German-based eVTOL developer Lilium is benefiting from recent battery technology development. The company plans to use Zenlabs’ battery cell technology to power its Lilium Jet eVTOL aircraft. Lilium Image

There are also billions of dollars in funding for advancing the hydrogen ecosystem, Piasecki said, from the DOE under the infrastructure bill.

“A large part of that will go toward hydrogen hubs and hydrogen production,” he noted. “But you will need systems to consume the hydrogen, and aviation could play an important role on the demand side.”

Looking at other countries, McLean noted that China is the largest producer and consumer of hydrogen in the world. Since 2010, it has achieved a 6.8% year-on-year increase to reach 33 million tons of H2 production in 2020.

She reported that in South Korea, Korean Air has embarked on a project to pioneer the Korean hydrogen fuel infrastructure in collaboration with Airbus. JAXA in Japan is committed to building hydrogen engines, developed by Mitsubishi, for aviation. Also in Japan, Airbus is partnered with three airports for hydrogen developments.

Battery funding

Piasecki said most battery funding has come from the private sector side, including the auto industry.

Battery R&D takes a very long time to bear any fruit, Kumar noted. “It’s a long patient game to be successful. We need more investment in different stages of battery development. There are different challenges at each stage.”

McLean pointed out three U.S. government funding initiatives for batteries.

One is an investment of $209 million from the DOE. DOE has also launched EVs4ALL, a $45 million funding program for electric vehicles battery development. In addition, the Federal Aviation Administration’s 2021 Aviation Climate Action Plan includes the programs called Voluntary Airport Low Emissions, Zero Emission Vehicle, Energy Efficiency, Sustainability and Resilience Research.

Beyond technology

McLean stressed, however, that it’s pointless to fund technology development if there is no supporting infrastructure.

With regard to hydrogen, she said “logistics are essential to the use of both eVTOL and fixed-wing aircraft, and having hydrogen supply at airports and vertiports is key.
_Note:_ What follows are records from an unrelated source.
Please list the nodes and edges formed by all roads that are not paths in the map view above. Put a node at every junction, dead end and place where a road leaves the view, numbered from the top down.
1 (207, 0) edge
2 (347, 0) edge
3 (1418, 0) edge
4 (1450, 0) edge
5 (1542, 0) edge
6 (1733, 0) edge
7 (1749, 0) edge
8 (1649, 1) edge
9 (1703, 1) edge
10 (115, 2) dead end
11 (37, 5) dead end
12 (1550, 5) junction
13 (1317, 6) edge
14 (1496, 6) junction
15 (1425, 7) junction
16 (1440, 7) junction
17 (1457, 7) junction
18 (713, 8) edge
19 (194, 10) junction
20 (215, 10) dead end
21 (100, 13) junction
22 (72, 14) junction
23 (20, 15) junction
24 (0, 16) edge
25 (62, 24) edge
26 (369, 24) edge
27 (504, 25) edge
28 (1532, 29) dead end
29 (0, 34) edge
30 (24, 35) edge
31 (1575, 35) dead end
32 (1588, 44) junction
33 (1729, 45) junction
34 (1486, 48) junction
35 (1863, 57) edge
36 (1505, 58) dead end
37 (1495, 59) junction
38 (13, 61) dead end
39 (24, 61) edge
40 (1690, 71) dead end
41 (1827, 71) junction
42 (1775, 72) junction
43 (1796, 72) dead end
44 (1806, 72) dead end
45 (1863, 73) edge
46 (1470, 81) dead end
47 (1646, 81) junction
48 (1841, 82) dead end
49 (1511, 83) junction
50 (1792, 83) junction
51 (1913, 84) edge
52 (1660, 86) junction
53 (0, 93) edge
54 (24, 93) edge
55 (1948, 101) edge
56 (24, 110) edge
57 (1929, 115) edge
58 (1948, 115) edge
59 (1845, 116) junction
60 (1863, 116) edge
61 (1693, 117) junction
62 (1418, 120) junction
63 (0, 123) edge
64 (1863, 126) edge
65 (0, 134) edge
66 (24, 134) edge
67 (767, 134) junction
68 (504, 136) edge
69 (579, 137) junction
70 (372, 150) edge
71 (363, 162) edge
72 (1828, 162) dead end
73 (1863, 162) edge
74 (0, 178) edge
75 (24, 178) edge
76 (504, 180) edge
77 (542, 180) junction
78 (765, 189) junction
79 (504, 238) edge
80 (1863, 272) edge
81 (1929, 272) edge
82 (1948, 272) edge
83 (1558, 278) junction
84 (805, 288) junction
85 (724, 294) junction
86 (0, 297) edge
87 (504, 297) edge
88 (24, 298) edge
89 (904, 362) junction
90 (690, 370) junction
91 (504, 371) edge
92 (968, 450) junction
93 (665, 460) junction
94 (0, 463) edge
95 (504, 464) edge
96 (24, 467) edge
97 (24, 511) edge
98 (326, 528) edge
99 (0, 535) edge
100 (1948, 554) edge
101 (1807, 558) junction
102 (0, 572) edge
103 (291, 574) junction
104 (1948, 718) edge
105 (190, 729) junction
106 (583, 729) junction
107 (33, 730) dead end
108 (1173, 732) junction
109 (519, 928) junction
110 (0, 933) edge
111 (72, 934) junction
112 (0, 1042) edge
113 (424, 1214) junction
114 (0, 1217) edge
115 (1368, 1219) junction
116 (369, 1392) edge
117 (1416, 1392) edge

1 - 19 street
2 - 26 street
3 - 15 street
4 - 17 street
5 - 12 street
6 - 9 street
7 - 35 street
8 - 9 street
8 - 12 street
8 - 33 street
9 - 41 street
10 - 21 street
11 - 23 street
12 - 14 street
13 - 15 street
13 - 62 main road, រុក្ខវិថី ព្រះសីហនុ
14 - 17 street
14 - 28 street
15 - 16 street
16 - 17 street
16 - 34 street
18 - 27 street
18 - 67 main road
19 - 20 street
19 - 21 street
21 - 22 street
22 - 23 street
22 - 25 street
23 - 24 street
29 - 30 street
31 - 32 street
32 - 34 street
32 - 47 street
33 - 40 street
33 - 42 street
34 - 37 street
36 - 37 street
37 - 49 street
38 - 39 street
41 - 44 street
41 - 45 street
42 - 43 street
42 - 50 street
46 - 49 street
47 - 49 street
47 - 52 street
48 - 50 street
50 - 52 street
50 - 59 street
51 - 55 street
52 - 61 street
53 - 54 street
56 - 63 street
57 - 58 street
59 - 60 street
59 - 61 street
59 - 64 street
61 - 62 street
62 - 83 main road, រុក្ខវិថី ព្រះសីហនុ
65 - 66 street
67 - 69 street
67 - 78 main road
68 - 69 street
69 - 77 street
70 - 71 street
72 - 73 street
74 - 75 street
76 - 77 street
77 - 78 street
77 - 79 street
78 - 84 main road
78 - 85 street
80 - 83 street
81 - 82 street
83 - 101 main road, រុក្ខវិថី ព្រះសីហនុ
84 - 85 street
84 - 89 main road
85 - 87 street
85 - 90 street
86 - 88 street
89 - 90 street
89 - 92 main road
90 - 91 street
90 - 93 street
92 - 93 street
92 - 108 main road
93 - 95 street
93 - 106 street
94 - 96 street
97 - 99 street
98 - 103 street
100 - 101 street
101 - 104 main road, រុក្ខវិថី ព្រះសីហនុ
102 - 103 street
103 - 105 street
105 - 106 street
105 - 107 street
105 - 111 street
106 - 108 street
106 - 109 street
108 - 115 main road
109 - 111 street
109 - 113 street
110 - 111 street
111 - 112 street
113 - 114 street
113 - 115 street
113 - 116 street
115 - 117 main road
This will be the determining factor of whether or not hydrogen is affordable and scalable. About US$1 trillion is estimated to be needed to equip existing airports with hydrogen with an initial US$10 million needed on implementation research.”

Workforce development is another key challenge, McLean said.

“Currently, there is no hydrogen-aviation workforce. We need to invest about US$300 million to develop programs to train our future talent.”